NUTP president Aminuddin Awang said not enough new teachers are coming in to replace retirees.
“Almost all schools are facing a shortage of teachers, including urban schools. It is no longer limited to rural areas. Whenever field visits are carried out, there are always complaints,” he said, as reported by Berita Harian.
Aminuddin said staff shortages made up most of the complaints the union received, based on findings from its 50 or so engagement programmes throughout the country this year.
He said there were schools that were experiencing a shortage of up to 10 teachers, causing the burden of the vacancy to be borne by other teachers.
Previously, the education ministry stated that most of the applications it received for early retirement over the past two years had come from Malay and English language teachers.
Education minister Fadhlina Sidek reportedly said 6,890 applications were also received from mathematics, Islamic education, science and history teachers.
The ministry said it had opened recruitment for education service officers (PPP) at Grade DG41 this year to try and address the issue.
Currently, there are about 418,000 teachers employed in 10,225 primary and secondary schools across the country.
Aminuddin said NUTP had brought up the matter with the education ministry during their meetings.
“We appreciate the effort, but more needs to be done because that number is still insufficient,” he said, urging the finance ministry to provide adequate funding.
He said the increased workload is one of the reasons why many teachers opt for early retirement, in addition to their difficulties adapting to new technology.
“We have observed this trend of early retirement for the past 10 years, with changes in the system and increased workloads.

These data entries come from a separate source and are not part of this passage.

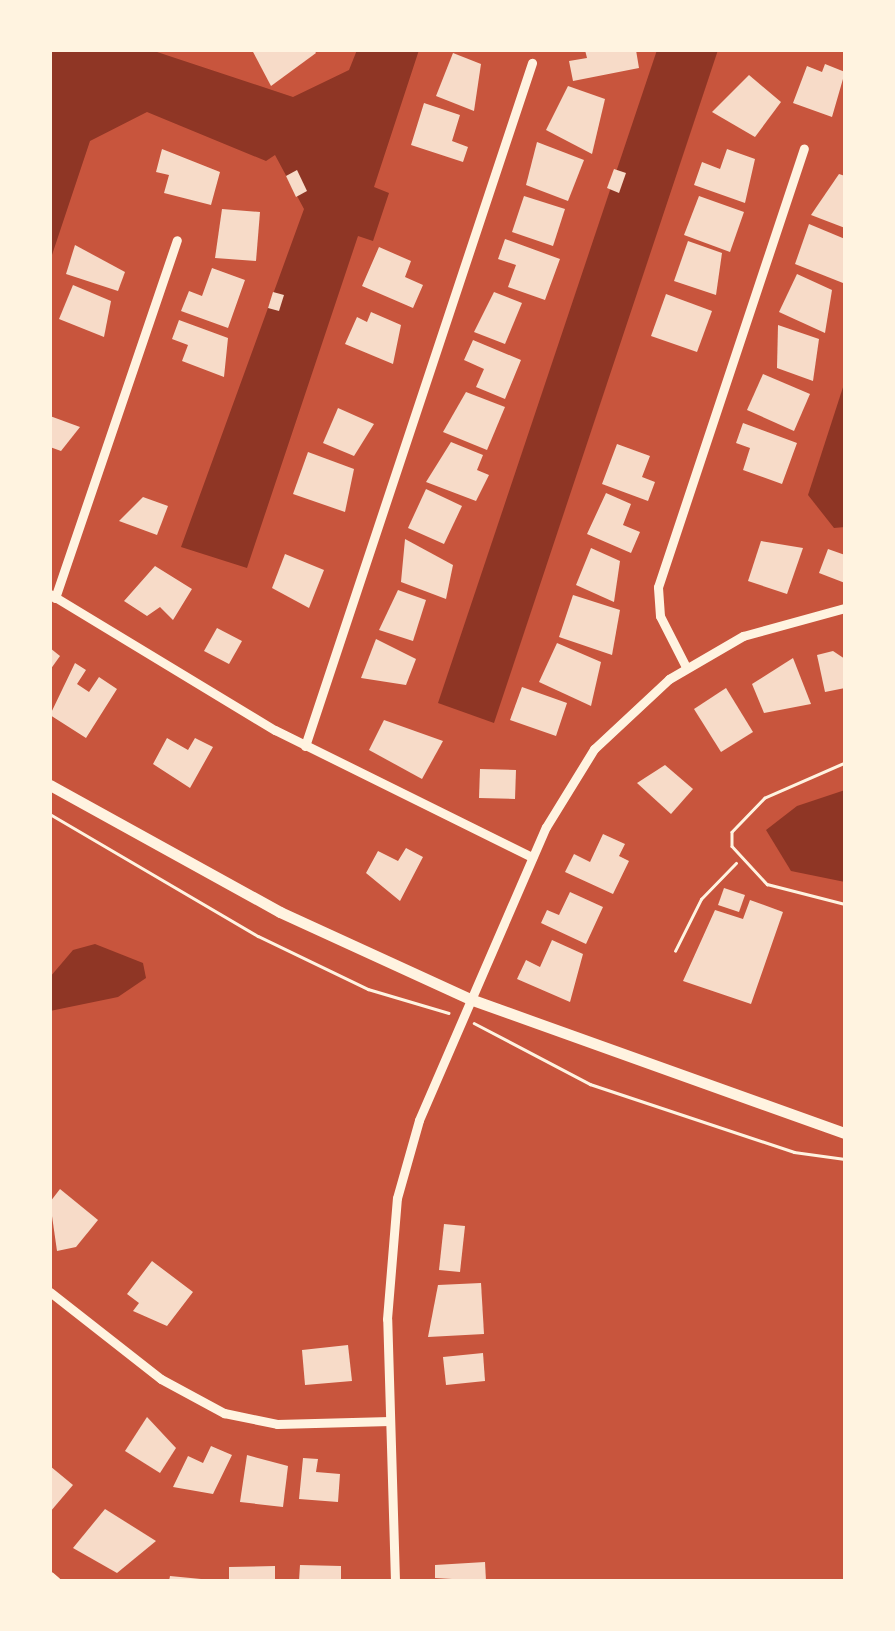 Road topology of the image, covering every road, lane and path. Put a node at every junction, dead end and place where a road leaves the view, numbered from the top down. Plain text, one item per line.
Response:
1 (532, 62) dead end
2 (804, 149) dead end
3 (177, 240) dead end
4 (53, 596) edge
5 (845, 608) edge
6 (686, 667) junction
7 (305, 746) junction
8 (845, 762) edge
9 (50, 785) edge
10 (50, 814) edge
11 (532, 857) junction
12 (737, 862) junction
13 (845, 904) edge
14 (675, 951) dead end
15 (470, 1000) junction
16 (440, 1009) dead end
17 (488, 1028) dead end
18 (845, 1132) edge
19 (845, 1159) edge
20 (50, 1292) edge
21 (390, 1422) junction
22 (50, 1576) edge
23 (56, 1581) edge
24 (395, 1581) edge

1 - 7 street
2 - 6 street
3 - 4 street
4 - 7 street
5 - 6 street
6 - 11 street
7 - 11 street
8 - 12 path
9 - 15 street
10 - 16 path
11 - 15 street
12 - 13 path
12 - 14 path
15 - 18 street
15 - 21 street
17 - 19 path
20 - 21 street
21 - 24 street
22 - 23 street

“In the past, there were no social media facilities, but now teachers are receiving messages or queries from parents on social media platforms even at night,” he said.
Aminuddin said NUTP aims to regulate daily working hours through legislative provisions, because currently there is no regulation.
“This is why teachers are forced to work late into the night, and some even have to work on Saturdays, overwhelming them,” he said.